The theorems imply that, within this language framework, there is a decision procedure to find out if a real functionality realizes an ideal functionality, and this procedure is in computational time independent of $m$ (which is essentially the security parameter).

The paper now handles randomized functionalities, as well as randomized simulators.

TR10-092 Authors: Charanjit Jutla, Arnab Roy

Publication: 2nd June 2010 18:31

Downloads: 3642

Keywords:

We consider multivariate pseudo-linear functions

over finite fields of characteristic two. A pseudo-linear polynomial

is a sum of guarded linear-terms, where a guarded linear-term is a product of one or more linear-guards

and a single linear term, and each linear-guard is

again a linear term but raised to the power $2^m$-1, where $2^m$ is the field size. Pseudo-linear

functions over GF($2^m$) are given by pseudo-linear polynomials defined over GF2.

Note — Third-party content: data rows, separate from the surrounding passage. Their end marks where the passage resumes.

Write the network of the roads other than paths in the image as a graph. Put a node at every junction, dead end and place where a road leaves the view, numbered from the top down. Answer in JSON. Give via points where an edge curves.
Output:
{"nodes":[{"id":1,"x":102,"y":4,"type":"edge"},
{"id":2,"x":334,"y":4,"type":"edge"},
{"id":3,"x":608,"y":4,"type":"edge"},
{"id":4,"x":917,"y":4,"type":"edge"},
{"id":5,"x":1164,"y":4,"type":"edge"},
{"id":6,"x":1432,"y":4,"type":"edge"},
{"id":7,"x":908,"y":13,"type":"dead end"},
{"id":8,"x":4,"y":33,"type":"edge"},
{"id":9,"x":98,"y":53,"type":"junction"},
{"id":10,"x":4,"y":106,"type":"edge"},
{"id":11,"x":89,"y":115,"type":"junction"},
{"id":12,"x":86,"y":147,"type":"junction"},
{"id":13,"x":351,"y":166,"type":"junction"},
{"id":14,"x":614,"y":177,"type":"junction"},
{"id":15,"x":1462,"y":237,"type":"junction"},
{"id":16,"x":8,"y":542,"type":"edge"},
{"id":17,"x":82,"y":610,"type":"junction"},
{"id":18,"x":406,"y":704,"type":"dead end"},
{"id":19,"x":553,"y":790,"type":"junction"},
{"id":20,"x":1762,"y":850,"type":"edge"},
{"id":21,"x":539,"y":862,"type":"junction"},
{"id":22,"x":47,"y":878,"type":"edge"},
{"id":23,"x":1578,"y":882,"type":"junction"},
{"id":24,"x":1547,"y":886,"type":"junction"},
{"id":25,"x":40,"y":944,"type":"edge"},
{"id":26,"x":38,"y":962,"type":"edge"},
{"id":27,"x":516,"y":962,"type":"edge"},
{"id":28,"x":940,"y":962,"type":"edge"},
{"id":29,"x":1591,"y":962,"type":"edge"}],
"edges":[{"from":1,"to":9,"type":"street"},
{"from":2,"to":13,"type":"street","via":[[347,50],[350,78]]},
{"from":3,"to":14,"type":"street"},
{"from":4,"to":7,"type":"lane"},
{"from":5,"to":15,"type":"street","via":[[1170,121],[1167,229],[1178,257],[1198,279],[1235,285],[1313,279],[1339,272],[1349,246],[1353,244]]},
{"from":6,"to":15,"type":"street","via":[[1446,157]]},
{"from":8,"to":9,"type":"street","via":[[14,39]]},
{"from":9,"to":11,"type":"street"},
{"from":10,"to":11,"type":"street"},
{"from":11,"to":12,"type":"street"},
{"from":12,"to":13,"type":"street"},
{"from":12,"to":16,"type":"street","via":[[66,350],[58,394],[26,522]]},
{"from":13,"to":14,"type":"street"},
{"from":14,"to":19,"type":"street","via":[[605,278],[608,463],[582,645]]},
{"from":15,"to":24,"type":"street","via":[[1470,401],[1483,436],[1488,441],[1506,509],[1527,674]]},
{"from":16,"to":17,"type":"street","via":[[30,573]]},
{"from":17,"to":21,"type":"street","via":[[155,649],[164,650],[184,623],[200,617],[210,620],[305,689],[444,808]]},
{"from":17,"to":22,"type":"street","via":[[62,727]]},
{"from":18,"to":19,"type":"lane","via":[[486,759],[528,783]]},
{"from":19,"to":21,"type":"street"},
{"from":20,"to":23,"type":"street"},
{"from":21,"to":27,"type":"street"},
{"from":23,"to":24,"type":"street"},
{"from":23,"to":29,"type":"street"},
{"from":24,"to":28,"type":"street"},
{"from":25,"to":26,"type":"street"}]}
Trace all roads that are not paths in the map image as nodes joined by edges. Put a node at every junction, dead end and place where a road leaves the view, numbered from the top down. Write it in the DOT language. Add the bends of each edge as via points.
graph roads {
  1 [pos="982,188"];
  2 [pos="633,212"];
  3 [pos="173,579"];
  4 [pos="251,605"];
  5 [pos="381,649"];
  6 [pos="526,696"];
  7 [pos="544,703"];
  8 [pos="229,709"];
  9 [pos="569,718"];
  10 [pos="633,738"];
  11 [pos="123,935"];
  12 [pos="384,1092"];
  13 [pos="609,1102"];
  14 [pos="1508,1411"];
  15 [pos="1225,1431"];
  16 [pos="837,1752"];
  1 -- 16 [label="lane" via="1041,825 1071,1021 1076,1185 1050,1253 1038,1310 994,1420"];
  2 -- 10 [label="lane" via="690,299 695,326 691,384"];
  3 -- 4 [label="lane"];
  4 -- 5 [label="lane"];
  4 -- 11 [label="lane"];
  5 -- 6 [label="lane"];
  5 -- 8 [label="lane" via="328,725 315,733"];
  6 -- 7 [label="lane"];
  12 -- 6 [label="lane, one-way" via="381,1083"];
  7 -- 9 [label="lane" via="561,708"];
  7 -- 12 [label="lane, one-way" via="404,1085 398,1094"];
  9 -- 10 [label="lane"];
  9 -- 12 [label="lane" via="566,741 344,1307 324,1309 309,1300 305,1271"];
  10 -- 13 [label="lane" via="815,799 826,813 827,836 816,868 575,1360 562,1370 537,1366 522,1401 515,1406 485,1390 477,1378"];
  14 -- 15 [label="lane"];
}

Let $f_1, f_2,...,f_k$ be $k$ pseudo-linear functions in $n$ variables, and let

$f$ be another pseudo-linear function in the $n$ variables. We show that if $f$ is a function of the

given $k$ functions, then it must be a pseudo-linear function of the given $k$ functions. This

generalizes the straightforward claim for just linear functions. We also prove a more general

theorem where the $k$ functions can in addition take further arguments, and prove that if

$f$ can be represented as an iterated composition of these $k$ functions, then it can be

represented as a probabilistic pseudo-linear iterated composition of these functions.

These theorems have implications for automatic proving of universally-composable security

theorems for ideal and real functionalities composed of if-then-else programs and data objects

from additive group of GF($2^m$). It follows that deciding if a simulator exists for such restricted

languages is in computational time independent of $m$.

This paper now appears in the Proceedings of ESORICS 2012 under the title "Decision Procedures for Simulatability".